In 1972, Congress authorized the Special Supplemental Nutrition Program for Women, Infants, and Children (WIC) as a pilot program to provide supplemental food to infants and mothers with low income in an amendment to the Child Nutrition Act of 1966. Under the pilot program, participants could use their WIC to purchase specific grocery items designated in the program’s approved food package. At the time, the program’s approved food package consisted of eggs, cheese, fruit juice, infant formula, milk, juice, and cereal. In the following years, Florida operated seven pilot programs, including ones in Brevard, Broward, Collier, Dade, Jacksonville-Duval, Miami, and Okaloosa.

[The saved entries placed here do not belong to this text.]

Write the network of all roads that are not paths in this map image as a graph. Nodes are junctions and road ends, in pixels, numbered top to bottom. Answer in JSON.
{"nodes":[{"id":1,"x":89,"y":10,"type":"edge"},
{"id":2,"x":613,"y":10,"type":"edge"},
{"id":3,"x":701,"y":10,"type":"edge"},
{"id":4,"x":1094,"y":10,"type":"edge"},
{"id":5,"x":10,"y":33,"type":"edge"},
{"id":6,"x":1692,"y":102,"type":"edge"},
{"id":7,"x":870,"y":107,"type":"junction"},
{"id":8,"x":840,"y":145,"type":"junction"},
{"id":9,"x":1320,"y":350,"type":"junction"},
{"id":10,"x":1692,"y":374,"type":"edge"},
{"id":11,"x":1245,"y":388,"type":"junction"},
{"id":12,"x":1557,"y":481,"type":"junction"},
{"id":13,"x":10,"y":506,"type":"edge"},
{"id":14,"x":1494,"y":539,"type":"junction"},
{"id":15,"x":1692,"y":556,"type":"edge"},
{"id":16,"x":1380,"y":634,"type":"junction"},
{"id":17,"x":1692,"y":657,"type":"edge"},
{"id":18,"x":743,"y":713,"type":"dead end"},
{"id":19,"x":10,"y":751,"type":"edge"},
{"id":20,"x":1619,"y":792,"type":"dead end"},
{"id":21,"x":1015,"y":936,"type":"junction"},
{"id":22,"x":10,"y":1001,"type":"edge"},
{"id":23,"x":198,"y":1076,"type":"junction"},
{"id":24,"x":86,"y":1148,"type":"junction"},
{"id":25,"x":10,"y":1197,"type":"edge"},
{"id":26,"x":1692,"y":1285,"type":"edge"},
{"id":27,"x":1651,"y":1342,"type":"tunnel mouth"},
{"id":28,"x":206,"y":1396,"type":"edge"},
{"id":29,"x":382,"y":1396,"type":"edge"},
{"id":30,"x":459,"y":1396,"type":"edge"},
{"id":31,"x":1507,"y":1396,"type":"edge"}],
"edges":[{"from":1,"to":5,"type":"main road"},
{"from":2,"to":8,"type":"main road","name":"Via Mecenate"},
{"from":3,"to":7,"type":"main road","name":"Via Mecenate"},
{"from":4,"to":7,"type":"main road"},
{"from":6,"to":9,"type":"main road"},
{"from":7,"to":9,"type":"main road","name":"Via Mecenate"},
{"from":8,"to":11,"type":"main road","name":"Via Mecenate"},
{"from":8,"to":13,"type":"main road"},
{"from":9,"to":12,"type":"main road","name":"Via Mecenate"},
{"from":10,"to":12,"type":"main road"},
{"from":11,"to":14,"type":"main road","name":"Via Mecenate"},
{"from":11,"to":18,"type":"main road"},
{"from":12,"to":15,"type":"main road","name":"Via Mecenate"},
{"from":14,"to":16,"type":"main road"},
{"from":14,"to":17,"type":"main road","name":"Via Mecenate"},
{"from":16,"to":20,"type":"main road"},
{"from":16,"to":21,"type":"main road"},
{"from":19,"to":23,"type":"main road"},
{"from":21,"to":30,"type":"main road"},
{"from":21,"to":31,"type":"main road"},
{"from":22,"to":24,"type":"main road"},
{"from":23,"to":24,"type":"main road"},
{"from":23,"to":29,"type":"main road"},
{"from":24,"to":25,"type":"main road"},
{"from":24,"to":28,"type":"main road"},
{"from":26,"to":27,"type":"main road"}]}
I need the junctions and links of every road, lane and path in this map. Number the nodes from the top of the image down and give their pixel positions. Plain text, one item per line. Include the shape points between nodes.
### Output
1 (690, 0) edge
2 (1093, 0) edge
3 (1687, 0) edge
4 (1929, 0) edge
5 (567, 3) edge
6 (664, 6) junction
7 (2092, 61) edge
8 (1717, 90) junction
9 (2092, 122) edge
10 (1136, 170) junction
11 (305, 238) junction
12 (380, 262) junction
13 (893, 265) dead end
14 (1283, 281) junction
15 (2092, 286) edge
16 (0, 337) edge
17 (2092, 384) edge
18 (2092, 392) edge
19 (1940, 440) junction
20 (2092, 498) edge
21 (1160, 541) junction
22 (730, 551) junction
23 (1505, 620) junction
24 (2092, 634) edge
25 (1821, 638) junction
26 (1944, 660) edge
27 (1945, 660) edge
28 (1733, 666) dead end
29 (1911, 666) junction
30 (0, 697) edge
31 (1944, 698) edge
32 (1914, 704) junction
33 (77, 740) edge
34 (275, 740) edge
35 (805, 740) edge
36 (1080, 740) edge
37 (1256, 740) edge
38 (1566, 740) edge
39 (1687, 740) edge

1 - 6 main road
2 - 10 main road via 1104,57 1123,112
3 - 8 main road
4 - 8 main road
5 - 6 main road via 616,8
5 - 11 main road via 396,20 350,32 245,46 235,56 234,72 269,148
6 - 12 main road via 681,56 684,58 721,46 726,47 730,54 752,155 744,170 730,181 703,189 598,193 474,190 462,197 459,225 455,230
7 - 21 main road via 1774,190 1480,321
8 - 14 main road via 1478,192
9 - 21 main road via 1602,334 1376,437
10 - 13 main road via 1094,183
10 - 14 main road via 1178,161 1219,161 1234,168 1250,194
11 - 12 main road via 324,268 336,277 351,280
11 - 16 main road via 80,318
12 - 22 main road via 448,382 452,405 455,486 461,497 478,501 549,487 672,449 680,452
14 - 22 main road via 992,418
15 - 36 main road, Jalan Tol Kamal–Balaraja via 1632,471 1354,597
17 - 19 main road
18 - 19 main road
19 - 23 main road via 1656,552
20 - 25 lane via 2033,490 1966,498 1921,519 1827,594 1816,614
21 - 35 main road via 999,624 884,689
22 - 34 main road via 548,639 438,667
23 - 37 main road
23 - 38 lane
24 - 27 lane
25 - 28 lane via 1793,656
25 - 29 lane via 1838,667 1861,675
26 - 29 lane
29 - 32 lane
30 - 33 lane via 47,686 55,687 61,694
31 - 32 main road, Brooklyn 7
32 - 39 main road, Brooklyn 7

By 1975, WIC pilot programs in Florida were lauded as decreasing premature births as well as iron deficiency anemia in women and children in the state. However, the program’s approved package of selected foods was criticized as culturally inappropriate for many participants as well inadequate for people with allergies. For example, at the time, WIC did not allow participants to purchase legumes with their benefits despite the preference for beans in Latin American cuisine. Additionally, WIC did not allow participants to obtain substitutes for foods in the WIC package that their children were allergic to. Still, as of 1975, Florida’s WIC caseload consisted of 13,561 women and children.
Today, in 2024, WIC provides monthly food assistance for infants, children under the age of 5 at nutritional risk, and low-income pregnant, breastfeeding, and non-breastfeeding postpartum mothers. WIC is associated with improved school performance, better overall health outcomes for infants and children who are nutritionally at risk, a reduction in low-birth-weight rates, and improved fetal and cognitive development. The program is also a tool to address racial disparities in the health of mothers and infants. In Florida, people of color experience higher rates of complications during pregnancy and maternal and infant mortality than white people.
As of March 2024, more than 410,000 people in Florida participate in WIC. Although WIC participants in Florida come from all races and ethnicities, the majority are Black and Latina/o, who experience higher rates of poverty and food insecurity due to systemic racism in the workforce.